The galvanic deposit carbon nano tube modified fluorine-containing β-PbO of step described in 4. 2the solution composition of surfactivity layer is lead nitrate 0.4 ~ 0.6 mol/L, nitric acid 0.09 ~ 1.1 mol/L, Sodium Fluoride 0.01 ~ 0.06 mol/L, tensio-active agent (as Sodium dodecylbenzene sulfonate, sodium laurylsulfonate or cetyl trimethylammonium bromide) 0.05 ~ 5 grams per liter, carbon nanotube 0.5 ~ 20 grams per liter.

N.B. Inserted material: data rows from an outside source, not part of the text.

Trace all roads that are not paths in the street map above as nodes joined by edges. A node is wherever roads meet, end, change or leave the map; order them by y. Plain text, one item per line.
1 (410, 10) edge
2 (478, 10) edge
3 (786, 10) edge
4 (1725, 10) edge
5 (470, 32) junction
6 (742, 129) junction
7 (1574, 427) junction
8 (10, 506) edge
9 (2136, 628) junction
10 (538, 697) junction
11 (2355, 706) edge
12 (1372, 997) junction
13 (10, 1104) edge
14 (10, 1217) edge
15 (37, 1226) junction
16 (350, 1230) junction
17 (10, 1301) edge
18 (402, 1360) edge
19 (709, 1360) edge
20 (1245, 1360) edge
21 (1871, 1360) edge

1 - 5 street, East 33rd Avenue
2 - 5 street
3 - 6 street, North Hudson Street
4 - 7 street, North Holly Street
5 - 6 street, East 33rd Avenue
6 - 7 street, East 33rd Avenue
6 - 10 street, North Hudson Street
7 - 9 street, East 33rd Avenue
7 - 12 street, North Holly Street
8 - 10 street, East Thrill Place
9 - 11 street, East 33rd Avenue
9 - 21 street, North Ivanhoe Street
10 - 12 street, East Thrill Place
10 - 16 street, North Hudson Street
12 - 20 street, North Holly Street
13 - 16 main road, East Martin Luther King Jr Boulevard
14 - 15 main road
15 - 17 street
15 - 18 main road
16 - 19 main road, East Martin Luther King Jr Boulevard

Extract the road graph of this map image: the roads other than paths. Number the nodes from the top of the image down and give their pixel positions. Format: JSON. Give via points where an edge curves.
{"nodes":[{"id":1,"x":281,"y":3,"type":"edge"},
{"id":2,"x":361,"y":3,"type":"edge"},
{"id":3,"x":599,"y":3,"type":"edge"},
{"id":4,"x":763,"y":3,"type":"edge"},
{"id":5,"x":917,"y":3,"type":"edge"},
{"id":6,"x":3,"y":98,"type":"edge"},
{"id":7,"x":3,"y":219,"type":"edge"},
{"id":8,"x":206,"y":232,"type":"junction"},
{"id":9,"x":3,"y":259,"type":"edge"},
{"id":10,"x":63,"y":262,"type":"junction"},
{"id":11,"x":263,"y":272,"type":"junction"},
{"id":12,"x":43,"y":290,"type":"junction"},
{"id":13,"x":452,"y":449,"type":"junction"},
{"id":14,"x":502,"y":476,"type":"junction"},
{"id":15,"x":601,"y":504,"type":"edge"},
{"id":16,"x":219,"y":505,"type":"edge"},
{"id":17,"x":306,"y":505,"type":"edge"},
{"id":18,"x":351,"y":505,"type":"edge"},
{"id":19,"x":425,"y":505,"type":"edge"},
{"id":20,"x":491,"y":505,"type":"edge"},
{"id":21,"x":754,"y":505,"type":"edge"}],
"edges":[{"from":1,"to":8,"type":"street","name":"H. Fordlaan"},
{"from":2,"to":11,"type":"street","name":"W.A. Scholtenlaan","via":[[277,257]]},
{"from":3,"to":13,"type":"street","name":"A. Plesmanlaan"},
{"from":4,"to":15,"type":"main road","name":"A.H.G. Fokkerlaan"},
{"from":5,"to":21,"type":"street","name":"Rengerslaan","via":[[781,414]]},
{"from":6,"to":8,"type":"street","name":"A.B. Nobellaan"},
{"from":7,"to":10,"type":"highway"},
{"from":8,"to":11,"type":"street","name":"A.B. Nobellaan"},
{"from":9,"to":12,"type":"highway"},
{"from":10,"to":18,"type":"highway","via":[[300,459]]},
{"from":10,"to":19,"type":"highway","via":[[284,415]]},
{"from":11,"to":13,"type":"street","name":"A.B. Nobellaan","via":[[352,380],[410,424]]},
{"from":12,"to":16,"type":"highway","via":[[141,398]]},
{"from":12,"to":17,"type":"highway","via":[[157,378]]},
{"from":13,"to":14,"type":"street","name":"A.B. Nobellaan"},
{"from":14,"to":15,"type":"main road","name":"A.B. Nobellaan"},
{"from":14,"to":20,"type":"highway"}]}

The present invention has following features:
(1) the prepared carbon nano tube modified titanium base Lead dioxide anode modifiedby fluorine resin of the present invention is usingd titanium plate as matrix, and tin-antimony oxide layer is bottom, α-PbO 2settled layer is middle layer, the fluorine-containing β-PbO of doped carbon nanometer pipe under Action of Surfactant 2settled layer is surfactivity layer.
(2) the present invention is by the doping of carbon nanotube, electro catalytic activity and the electroconductibility of electrode have been improved, adopt the prepared carbon nano tube modified titanium base Lead dioxide anode modifiedby fluorine resin By Electro-catalytic Oxidation Process para-chlorophenol of the present invention, in solution, total organic Carbon removal can reach 1.57 times of common titanium base Lead dioxide anode modifiedby fluorine resin.
(3) can reach 1.87 times of common titanium base Lead dioxide anode modifiedby fluorine resins the work-ing life of the prepared carbon nano tube modified titanium base Lead dioxide anode modifiedby fluorine resin of the present invention.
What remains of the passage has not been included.